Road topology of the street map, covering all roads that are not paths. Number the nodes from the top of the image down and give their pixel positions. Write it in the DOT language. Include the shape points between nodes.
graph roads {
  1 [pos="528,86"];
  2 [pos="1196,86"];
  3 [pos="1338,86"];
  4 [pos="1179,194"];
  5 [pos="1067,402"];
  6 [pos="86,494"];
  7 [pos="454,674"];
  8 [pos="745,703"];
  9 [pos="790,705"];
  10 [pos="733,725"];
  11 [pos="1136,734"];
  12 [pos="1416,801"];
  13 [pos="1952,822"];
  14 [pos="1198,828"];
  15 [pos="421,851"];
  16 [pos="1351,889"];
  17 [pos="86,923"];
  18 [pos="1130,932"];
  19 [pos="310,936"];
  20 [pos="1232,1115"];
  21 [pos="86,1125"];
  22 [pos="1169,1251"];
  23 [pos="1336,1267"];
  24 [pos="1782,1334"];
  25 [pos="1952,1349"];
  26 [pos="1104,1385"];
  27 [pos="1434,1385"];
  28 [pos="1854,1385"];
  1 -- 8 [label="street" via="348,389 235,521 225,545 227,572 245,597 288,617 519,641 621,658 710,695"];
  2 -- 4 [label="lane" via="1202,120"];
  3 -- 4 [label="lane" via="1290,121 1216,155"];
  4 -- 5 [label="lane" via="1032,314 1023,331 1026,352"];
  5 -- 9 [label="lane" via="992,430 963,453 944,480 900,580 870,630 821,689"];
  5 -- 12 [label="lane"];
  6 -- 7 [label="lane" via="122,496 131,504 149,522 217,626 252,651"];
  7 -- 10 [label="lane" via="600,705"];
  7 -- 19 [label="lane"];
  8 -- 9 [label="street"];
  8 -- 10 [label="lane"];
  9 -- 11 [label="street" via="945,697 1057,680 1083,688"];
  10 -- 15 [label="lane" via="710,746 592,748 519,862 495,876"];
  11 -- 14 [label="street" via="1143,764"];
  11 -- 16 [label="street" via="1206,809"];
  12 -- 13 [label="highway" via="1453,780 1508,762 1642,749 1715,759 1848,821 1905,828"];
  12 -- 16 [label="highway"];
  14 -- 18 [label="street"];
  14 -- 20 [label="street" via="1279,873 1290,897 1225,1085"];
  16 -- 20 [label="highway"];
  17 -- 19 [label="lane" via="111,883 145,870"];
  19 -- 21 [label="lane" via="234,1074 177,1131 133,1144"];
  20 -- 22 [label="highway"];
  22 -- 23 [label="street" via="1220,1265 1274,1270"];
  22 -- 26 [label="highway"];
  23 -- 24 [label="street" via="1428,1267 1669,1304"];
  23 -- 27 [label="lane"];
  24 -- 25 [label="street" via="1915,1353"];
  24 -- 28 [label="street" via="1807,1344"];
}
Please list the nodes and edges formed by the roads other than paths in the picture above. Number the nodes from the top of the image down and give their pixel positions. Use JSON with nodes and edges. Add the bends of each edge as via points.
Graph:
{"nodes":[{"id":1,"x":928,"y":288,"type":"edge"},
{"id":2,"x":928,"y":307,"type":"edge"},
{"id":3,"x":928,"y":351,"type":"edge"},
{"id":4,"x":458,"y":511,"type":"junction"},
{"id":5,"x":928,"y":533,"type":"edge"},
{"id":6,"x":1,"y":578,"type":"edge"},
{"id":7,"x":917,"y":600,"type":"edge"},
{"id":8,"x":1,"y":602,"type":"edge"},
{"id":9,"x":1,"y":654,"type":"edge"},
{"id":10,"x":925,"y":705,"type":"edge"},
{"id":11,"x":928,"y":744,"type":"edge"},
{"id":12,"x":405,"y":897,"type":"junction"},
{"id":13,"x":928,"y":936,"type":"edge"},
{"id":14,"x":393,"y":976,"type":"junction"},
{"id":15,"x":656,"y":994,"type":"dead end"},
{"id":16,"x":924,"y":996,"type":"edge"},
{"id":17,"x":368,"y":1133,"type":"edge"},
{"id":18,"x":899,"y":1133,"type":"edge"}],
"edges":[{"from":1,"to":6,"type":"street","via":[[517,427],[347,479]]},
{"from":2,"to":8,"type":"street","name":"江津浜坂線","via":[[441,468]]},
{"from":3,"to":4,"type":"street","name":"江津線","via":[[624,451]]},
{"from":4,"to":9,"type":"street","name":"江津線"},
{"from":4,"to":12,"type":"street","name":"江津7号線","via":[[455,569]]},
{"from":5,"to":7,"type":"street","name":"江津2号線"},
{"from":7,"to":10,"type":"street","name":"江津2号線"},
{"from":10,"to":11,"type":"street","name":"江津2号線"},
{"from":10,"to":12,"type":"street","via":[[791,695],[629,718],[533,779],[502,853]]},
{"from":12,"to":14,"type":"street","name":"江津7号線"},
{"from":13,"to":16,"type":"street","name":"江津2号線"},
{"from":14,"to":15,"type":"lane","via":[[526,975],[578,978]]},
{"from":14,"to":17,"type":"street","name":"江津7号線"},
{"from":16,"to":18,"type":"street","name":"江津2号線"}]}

-----

> [Requirement]
Restate each record word for word.

> [Answer for the task]
Road topology of the street map, covering all roads that are not paths. Number the nodes from the top of the image down and give their pixel positions. Write it in the DOT language. Include the shape points between nodes.
graph roads {
  1 [pos="528,86"];
  2 [pos="1196,86"];
  3 [pos="1338,86"];
  4 [pos="1179,194"];
  5 [pos="1067,402"];
  6 [pos="86,494"];
  7 [pos="454,674"];
  8 [pos="745,703"];
  9 [pos="790,705"];
  10 [pos="733,725"];
  11 [pos="1136,734"];
  12 [pos="1416,801"];
  13 [pos="1952,822"];
  14 [pos="1198,828"];
  15 [pos="421,851"];
  16 [pos="1351,889"];
  17 [pos="86,923"];
  18 [pos="1130,932"];
  19 [pos="310,936"];
  20 [pos="1232,1115"];
  21 [pos="86,1125"];
  22 [pos="1169,1251"];
  23 [pos="1336,1267"];
  24 [pos="1782,1334"];
  25 [pos="1952,1349"];
  26 [pos="1104,1385"];
  27 [pos="1434,1385"];
  28 [pos="1854,1385"];
  1 -- 8 [label="street" via="348,389 235,521 225,545 227,572 245,597 288,617 519,641 621,658 710,695"];
  2 -- 4 [label="lane" via="1202,120"];
  3 -- 4 [label="lane" via="1290,121 1216,155"];
  4 -- 5 [label="lane" via="1032,314 1023,331 1026,352"];
  5 -- 9 [label="lane" via="992,430 963,453 944,480 900,580 870,630 821,689"];
  5 -- 12 [label="lane"];
  6 -- 7 [label="lane" via="122,496 131,504 149,522 217,626 252,651"];
  7 -- 10 [label="lane" via="600,705"];
  7 -- 19 [label="lane"];
  8 -- 9 [label="street"];
  8 -- 10 [label="lane"];
  9 -- 11 [label="street" via="945,697 1057,680 1083,688"];
  10 -- 15 [label="lane" via="710,746 592,748 519,862 495,876"];
  11 -- 14 [label="street" via="1143,764"];
  11 -- 16 [label="street" via="1206,809"];
  12 -- 13 [label="highway" via="1453,780 1508,762 1642,749 1715,759 1848,821 1905,828"];
  12 -- 16 [label="highway"];
  14 -- 18 [label="street"];
  14 -- 20 [label="street" via="1279,873 1290,897 1225,1085"];
  16 -- 20 [label="highway"];
  17 -- 19 [label="lane" via="111,883 145,870"];
  19 -- 21 [label="lane" via="234,1074 177,1131 133,1144"];
  20 -- 22 [label="highway"];
  22 -- 23 [label="street" via="1220,1265 1274,1270"];
  22 -- 26 [label="highway"];
  23 -- 24 [label="street" via="1428,1267 1669,1304"];
  23 -- 27 [label="lane"];
  24 -- 25 [label="street" via="1915,1353"];
  24 -- 28 [label="street" via="1807,1344"];
}
Please list the nodes and edges formed by the roads other than paths in the picture above. Number the nodes from the top of the image down and give their pixel positions. Use JSON with nodes and edges. Add the bends of each edge as via points.
Graph:
{"nodes":[{"id":1,"x":928,"y":288,"type":"edge"},
{"id":2,"x":928,"y":307,"type":"edge"},
{"id":3,"x":928,"y":351,"type":"edge"},
{"id":4,"x":458,"y":511,"type":"junction"},
{"id":5,"x":928,"y":533,"type":"edge"},
{"id":6,"x":1,"y":578,"type":"edge"},
{"id":7,"x":917,"y":600,"type":"edge"},
{"id":8,"x":1,"y":602,"type":"edge"},
{"id":9,"x":1,"y":654,"type":"edge"},
{"id":10,"x":925,"y":705,"type":"edge"},
{"id":11,"x":928,"y":744,"type":"edge"},
{"id":12,"x":405,"y":897,"type":"junction"},
{"id":13,"x":928,"y":936,"type":"edge"},
{"id":14,"x":393,"y":976,"type":"junction"},
{"id":15,"x":656,"y":994,"type":"dead end"},
{"id":16,"x":924,"y":996,"type":"edge"},
{"id":17,"x":368,"y":1133,"type":"edge"},
{"id":18,"x":899,"y":1133,"type":"edge"}],
"edges":[{"from":1,"to":6,"type":"street","via":[[517,427],[347,479]]},
{"from":2,"to":8,"type":"street","name":"江津浜坂線","via":[[441,468]]},
{"from":3,"to":4,"type":"street","name":"江津線","via":[[624,451]]},
{"from":4,"to":9,"type":"street","name":"江津線"},
{"from":4,"to":12,"type":"street","name":"江津7号線","via":[[455,569]]},
{"from":5,"to":7,"type":"street","name":"江津2号線"},
{"from":7,"to":10,"type":"street","name":"江津2号線"},
{"from":10,"to":11,"type":"street","name":"江津2号線"},
{"from":10,"to":12,"type":"street","via":[[791,695],[629,718],[533,779],[502,853]]},
{"from":12,"to":14,"type":"street","name":"江津7号線"},
{"from":13,"to":16,"type":"street","name":"江津2号線"},
{"from":14,"to":15,"type":"lane","via":[[526,975],[578,978]]},
{"from":14,"to":17,"type":"street","name":"江津7号線"},
{"from":16,"to":18,"type":"street","name":"江津2号線"}]}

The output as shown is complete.